Global reserves across mangroves, salt marshes, and seagrass meadows sit between 10 and 24 billion metric tons, stored mostly in sediments rather than in the plants above them.
Waterlogged soils make these habitats exceptional carbon vaults. Dead material decomposes far more slowly here than in land-based forests. Carbon from centuries ago can still be sitting in coastal sediment today.
Per acre, these ecosystems capture carbon faster than most terrestrial forests, as a recent study documented.
Despite covering under 2% of the ocean surface, they rival total forest carbon storage. That makes their vulnerability consequential at scale.
Agradeep Mohanta, a botany researcher at the Maharaja Sayajirao University of Baroda (MSU Baroda), India, led a synthesis of global datasets, spatial wetland models, and sediment carbon databases to project what climate change means for these ecosystems through 2100.
The central threat isn’t sea level rise in isolation. It’s what happens when wetlands can’t escape it. Rising seas demand landward migration. Where roads, seawalls, and development block that path, there’s nowhere to go.
This is coastal squeeze – the compression of coastal ecosystems against a barrier of human infrastructure.
Trapped between rising water and fixed development, habitats contract and eventually disappear. The sediment carbon they held oxidizes and enters the atmosphere.
Under high coastal pressure, Mohanta’s synthesis estimates that global mangrove sediment carbon stocks could fall between 15 and 30% by 2100. That is a large loss for ecosystems ranked among the most carbon-dense on Earth.
When mangrove forests shrink because they have no room to migrate, the sediment carbon they were sustaining gets exposed to oxygen.
Organic matter locked in oxygen-deprived soil for potentially centuries begins to break down and release. Not gradually. Fast.
This is already happening where seaward mangrove loss isn’t offset by landward gain. The infrastructure lining so many coastlines doesn’t just displace habitat. It freezes carbon that would otherwise stay buried.

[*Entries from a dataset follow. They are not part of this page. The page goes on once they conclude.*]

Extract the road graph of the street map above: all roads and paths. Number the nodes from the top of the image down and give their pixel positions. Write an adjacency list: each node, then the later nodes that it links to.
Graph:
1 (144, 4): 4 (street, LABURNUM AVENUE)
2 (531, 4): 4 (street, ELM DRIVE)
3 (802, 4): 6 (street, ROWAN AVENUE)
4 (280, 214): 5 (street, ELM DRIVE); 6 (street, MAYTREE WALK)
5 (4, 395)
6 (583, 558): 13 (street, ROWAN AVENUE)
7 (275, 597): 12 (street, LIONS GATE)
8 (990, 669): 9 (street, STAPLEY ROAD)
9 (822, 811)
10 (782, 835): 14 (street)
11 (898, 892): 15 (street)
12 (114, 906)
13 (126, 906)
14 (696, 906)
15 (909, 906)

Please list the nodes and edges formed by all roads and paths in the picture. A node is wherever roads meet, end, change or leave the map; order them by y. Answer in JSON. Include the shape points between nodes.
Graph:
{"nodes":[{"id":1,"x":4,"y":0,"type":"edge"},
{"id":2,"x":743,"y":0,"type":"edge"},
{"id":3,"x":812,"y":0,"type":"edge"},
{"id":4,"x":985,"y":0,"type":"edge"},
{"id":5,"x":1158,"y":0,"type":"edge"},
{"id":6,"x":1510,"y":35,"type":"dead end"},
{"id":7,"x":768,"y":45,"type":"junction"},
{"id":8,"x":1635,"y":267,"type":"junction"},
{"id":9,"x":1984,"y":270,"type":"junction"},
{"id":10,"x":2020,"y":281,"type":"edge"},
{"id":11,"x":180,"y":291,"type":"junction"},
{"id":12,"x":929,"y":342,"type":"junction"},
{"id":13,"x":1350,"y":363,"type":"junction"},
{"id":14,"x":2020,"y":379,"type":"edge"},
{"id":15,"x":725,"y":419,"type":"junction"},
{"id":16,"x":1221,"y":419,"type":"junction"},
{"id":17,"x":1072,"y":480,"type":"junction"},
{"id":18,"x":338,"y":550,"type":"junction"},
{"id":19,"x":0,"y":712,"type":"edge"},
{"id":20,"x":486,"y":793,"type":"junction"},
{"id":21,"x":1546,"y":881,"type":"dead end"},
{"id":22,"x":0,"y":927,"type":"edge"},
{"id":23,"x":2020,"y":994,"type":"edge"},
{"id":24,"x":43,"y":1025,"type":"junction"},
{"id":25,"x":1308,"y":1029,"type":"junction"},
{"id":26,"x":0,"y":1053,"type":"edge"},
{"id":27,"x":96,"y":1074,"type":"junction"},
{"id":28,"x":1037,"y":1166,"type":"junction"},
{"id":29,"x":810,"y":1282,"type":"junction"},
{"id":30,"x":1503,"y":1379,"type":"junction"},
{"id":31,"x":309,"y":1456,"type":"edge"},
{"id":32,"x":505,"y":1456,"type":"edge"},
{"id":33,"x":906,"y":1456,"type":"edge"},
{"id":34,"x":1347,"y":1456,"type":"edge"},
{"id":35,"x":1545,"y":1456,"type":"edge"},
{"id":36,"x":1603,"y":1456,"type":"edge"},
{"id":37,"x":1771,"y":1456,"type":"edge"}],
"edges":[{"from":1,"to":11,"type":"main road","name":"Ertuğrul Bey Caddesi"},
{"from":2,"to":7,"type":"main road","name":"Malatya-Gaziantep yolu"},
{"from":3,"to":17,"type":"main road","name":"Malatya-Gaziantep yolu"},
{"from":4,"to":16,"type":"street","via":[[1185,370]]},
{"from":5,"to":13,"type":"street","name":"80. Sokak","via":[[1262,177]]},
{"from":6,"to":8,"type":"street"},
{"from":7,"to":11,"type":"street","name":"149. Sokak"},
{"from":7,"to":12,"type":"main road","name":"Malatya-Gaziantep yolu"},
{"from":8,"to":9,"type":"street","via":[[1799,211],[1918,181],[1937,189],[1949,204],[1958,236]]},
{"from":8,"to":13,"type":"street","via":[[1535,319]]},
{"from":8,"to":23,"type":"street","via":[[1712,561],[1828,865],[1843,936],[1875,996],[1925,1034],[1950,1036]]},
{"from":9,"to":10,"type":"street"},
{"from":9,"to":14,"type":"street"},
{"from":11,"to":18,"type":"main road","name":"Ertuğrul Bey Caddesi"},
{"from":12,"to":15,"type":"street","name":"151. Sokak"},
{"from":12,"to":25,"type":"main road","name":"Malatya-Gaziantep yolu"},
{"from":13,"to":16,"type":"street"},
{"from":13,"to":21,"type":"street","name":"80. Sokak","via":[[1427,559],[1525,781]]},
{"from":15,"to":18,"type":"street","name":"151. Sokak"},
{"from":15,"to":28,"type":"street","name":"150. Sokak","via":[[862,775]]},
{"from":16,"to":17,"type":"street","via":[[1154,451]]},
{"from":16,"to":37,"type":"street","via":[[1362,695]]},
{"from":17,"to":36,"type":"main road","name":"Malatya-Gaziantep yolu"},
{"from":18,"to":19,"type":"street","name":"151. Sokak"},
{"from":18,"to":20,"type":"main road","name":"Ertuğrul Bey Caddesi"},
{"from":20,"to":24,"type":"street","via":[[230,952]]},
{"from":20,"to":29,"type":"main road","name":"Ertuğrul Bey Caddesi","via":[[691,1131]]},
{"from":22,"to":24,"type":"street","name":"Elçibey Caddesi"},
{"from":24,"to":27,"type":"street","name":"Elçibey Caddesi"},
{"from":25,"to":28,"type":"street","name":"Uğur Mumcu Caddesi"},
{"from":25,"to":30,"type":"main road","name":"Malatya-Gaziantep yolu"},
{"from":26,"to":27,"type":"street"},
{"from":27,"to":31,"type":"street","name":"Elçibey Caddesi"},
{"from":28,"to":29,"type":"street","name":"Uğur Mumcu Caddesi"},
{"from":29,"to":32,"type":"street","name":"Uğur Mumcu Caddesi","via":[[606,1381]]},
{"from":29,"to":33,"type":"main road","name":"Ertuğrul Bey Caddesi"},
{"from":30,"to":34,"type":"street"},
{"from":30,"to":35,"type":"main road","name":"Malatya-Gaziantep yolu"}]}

The calculation changes when managed retreat enters the picture. Mohanta’s synthesis found that adaptive management – specifically allowing wetlands to migrate inland – could produce net carbon gains globally, even under significant sea level rise.
Prior research on coastal wetland responses to rising seas showed that where inland space exists and development is pulled back, wetland areas can actually grow. Mohanta’s work extends that to carbon stock implications.
Restricting inland migration locks in losses. Allowing it opens the possibility of gains. That variable is something governments and coastal planners directly control.
The synthesis also ran country-level projections for mangroves, where data were strong enough.
Indonesia emerged with the greatest emissions risk – home to vast mangrove forests but facing intense coastal development that limits the inland migration those forests need.
Mexico and Australia showed the opposite trajectory. Geographic conditions and lower coastal squeeze give both countries realistic pathways for carbon accumulation. Their mangrove stocks could grow rather than shrink under appropriate management.
These aren’t countries facing the same challenge at different scales. Their carbon futures diverge because their starting conditions do. Indonesia’s window is narrower, and the synthesis makes that point quantitatively.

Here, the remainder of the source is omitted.